--- WHAT TO PRODUCE ---
Repeat what the lines below say, word for word, and skip every image.

··· PROVIDED RECORDS ···

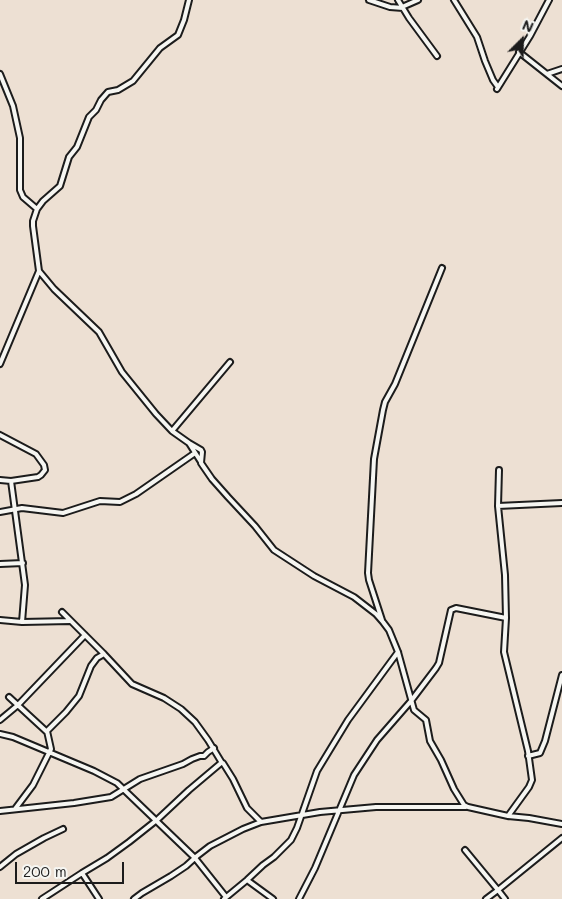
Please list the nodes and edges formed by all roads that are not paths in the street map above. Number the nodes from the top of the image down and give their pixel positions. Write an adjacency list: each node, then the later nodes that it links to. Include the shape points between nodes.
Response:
1 (189, 0): 14 (street, via 178,35 155,53 133,80 118,90 108,92 101,100 90,117 78,148 69,157 60,186)
2 (369, 0): 7 (street)
3 (398, 0): 7 (street)
4 (418, 0): 7 (street)
5 (454, 0): 8 (street, via 477,37 497,88)
6 (548, 0): 8 (street)
7 (403, 8): 9 (street)
8 (519, 52): 12 (street)
9 (437, 56)
10 (562, 69): 12 (street)
11 (0, 74): 14 (street, via 13,106 20,138 20,190)
12 (547, 74): 13 (street)
13 (562, 86)
14 (37, 209): 16 (street, via 33,226)
15 (442, 268): 38 (street, via 385,402 374,459 368,573)
16 (39, 271): 18 (street); 19 (street, via 99,332 122,372)
17 (230, 362): 19 (street)
18 (0, 364)
19 (172, 431): 21 (street)
20 (0, 435): 26 (street, via 36,454 44,465 45,470 38,477)
21 (189, 443): 22 (street); 23 (street, via 201,450)
22 (195, 453): 23 (street); 29 (street, via 120,502 100,501 63,514)
23 (201, 462): 38 (street, via 228,498 277,552 354,597)
24 (499, 470): 28 (street)
25 (0, 480): 26 (street)
26 (10, 481): 29 (street)
27 (562, 503): 28 (street)
28 (498, 506): 34 (street)
29 (15, 509): 30 (street); 32 (street)
30 (0, 512)
31 (0, 564): 32 (street)
32 (24, 564): 37 (street)
33 (62, 612): 36 (street)
34 (506, 618): 44 (street, via 456,608 451,610 439,663); 51 (street, via 504,652)
35 (0, 620): 37 (street)
36 (70, 621): 37 (street); 39 (street)
37 (22, 622)
38 (383, 622): 40 (street, via 390,630)
39 (85, 635): 41 (street); 45 (street)
40 (398, 652): 44 (street); 58 (street, via 348,720 317,771)
41 (104, 654): 47 (street, via 91,665 78,696); 49 (street, via 132,684 181,709 198,725)
42 (562, 675): 51 (street, via 540,753)
43 (9, 697): 45 (street)
44 (411, 701): 54 (street, via 416,713 426,720 430,741 459,798); 56 (street, via 372,747 354,775)
45 (18, 705): 46 (street); 47 (street)
46 (0, 720)
47 (47, 732): 50 (street)
48 (0, 734): 50 (street)
49 (214, 748): 52 (street); 53 (street, via 204,756 140,779)
50 (49, 753): 53 (street, via 107,778); 55 (street, via 33,785)
51 (528, 756): 59 (street, via 532,780)
52 (222, 763): 60 (street); 61 (street, via 247,808)
53 (123, 790): 55 (street, via 110,797); 60 (street)
54 (468, 807): 56 (street); 59 (street)
55 (15, 809): 57 (street)
56 (340, 809): 58 (street); 77 (street)
57 (0, 811)
58 (302, 814): 61 (street); 69 (street, via 291,840)
59 (508, 816): 62 (street)
60 (156, 820): 66 (street); 68 (street)
61 (261, 822): 66 (street, via 210,846)
62 (562, 824)
63 (63, 830): 67 (street, via 16,854)
64 (562, 838): 70 (street)
65 (464, 850): 70 (street)
66 (195, 858): 72 (street); 75 (street)
67 (0, 867)
68 (82, 873): 73 (street); 74 (street)
69 (247, 880): 71 (street); 72 (street)
70 (498, 890): 78 (street); 79 (street)
71 (267, 897): 76 (street)
72 (225, 898)
73 (42, 899)
74 (99, 899)
75 (134, 899)
76 (273, 899)
77 (299, 899)
78 (486, 899)
79 (505, 899)

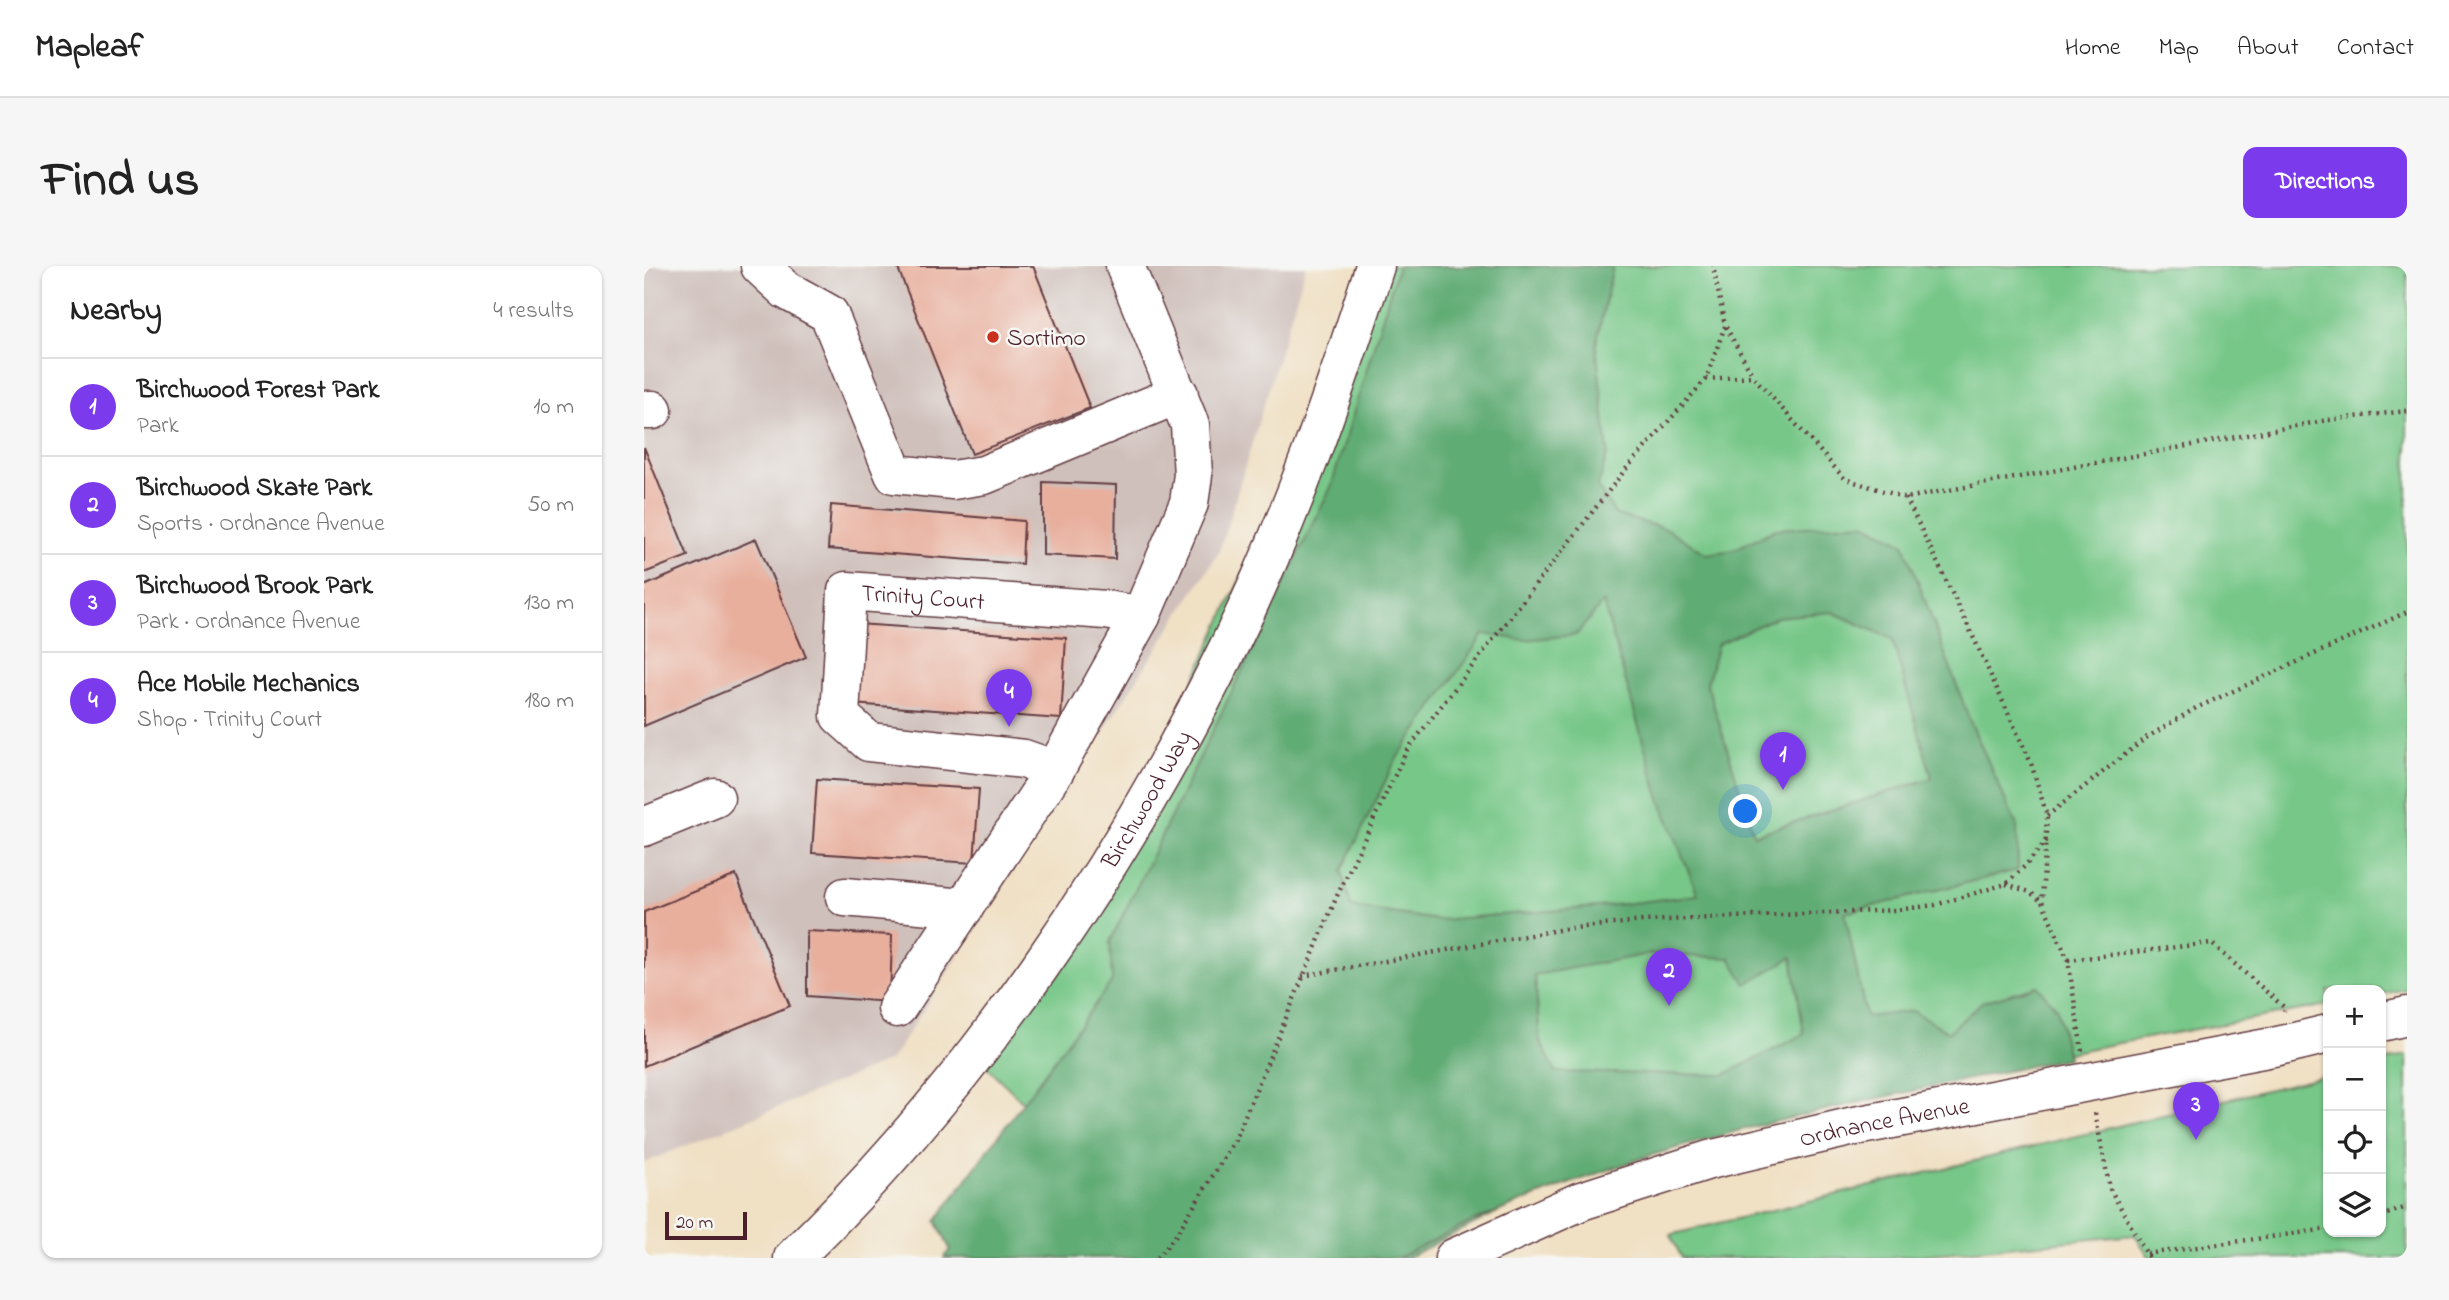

···

--- REPLY TO THE EXERCISE ---
Please list the nodes and edges formed by all roads that are not paths in the street map above. Number the nodes from the top of the image down and give their pixel positions. Write an adjacency list: each node, then the later nodes that it links to. Include the shape points between nodes.
Response:
1 (189, 0): 14 (street, via 178,35 155,53 133,80 118,90 108,92 101,100 90,117 78,148 69,157 60,186)
2 (369, 0): 7 (street)
3 (398, 0): 7 (street)
4 (418, 0): 7 (street)
5 (454, 0): 8 (street, via 477,37 497,88)
6 (548, 0): 8 (street)
7 (403, 8): 9 (street)
8 (519, 52): 12 (street)
9 (437, 56)
10 (562, 69): 12 (street)
11 (0, 74): 14 (street, via 13,106 20,138 20,190)
12 (547, 74): 13 (street)
13 (562, 86)
14 (37, 209): 16 (street, via 33,226)
15 (442, 268): 38 (street, via 385,402 374,459 368,573)
16 (39, 271): 18 (street); 19 (street, via 99,332 122,372)
17 (230, 362): 19 (street)
18 (0, 364)
19 (172, 431): 21 (street)
20 (0, 435): 26 (street, via 36,454 44,465 45,470 38,477)
21 (189, 443): 22 (street); 23 (street, via 201,450)
22 (195, 453): 23 (street); 29 (street, via 120,502 100,501 63,514)
23 (201, 462): 38 (street, via 228,498 277,552 354,597)
24 (499, 470): 28 (street)
25 (0, 480): 26 (street)
26 (10, 481): 29 (street)
27 (562, 503): 28 (street)
28 (498, 506): 34 (street)
29 (15, 509): 30 (street); 32 (street)
30 (0, 512)
31 (0, 564): 32 (street)
32 (24, 564): 37 (street)
33 (62, 612): 36 (street)
34 (506, 618): 44 (street, via 456,608 451,610 439,663); 51 (street, via 504,652)
35 (0, 620): 37 (street)
36 (70, 621): 37 (street); 39 (street)
37 (22, 622)
38 (383, 622): 40 (street, via 390,630)
39 (85, 635): 41 (street); 45 (street)
40 (398, 652): 44 (street); 58 (street, via 348,720 317,771)
41 (104, 654): 47 (street, via 91,665 78,696); 49 (street, via 132,684 181,709 198,725)
42 (562, 675): 51 (street, via 540,753)
43 (9, 697): 45 (street)
44 (411, 701): 54 (street, via 416,713 426,720 430,741 459,798); 56 (street, via 372,747 354,775)
45 (18, 705): 46 (street); 47 (street)
46 (0, 720)
47 (47, 732): 50 (street)
48 (0, 734): 50 (street)
49 (214, 748): 52 (street); 53 (street, via 204,756 140,779)
50 (49, 753): 53 (street, via 107,778); 55 (street, via 33,785)
51 (528, 756): 59 (street, via 532,780)
52 (222, 763): 60 (street); 61 (street, via 247,808)
53 (123, 790): 55 (street, via 110,797); 60 (street)
54 (468, 807): 56 (street); 59 (street)
55 (15, 809): 57 (street)
56 (340, 809): 58 (street); 77 (street)
57 (0, 811)
58 (302, 814): 61 (street); 69 (street, via 291,840)
59 (508, 816): 62 (street)
60 (156, 820): 66 (street); 68 (street)
61 (261, 822): 66 (street, via 210,846)
62 (562, 824)
63 (63, 830): 67 (street, via 16,854)
64 (562, 838): 70 (street)
65 (464, 850): 70 (street)
66 (195, 858): 72 (street); 75 (street)
67 (0, 867)
68 (82, 873): 73 (street); 74 (street)
69 (247, 880): 71 (street); 72 (street)
70 (498, 890): 78 (street); 79 (street)
71 (267, 897): 76 (street)
72 (225, 898)
73 (42, 899)
74 (99, 899)
75 (134, 899)
76 (273, 899)
77 (299, 899)
78 (486, 899)
79 (505, 899)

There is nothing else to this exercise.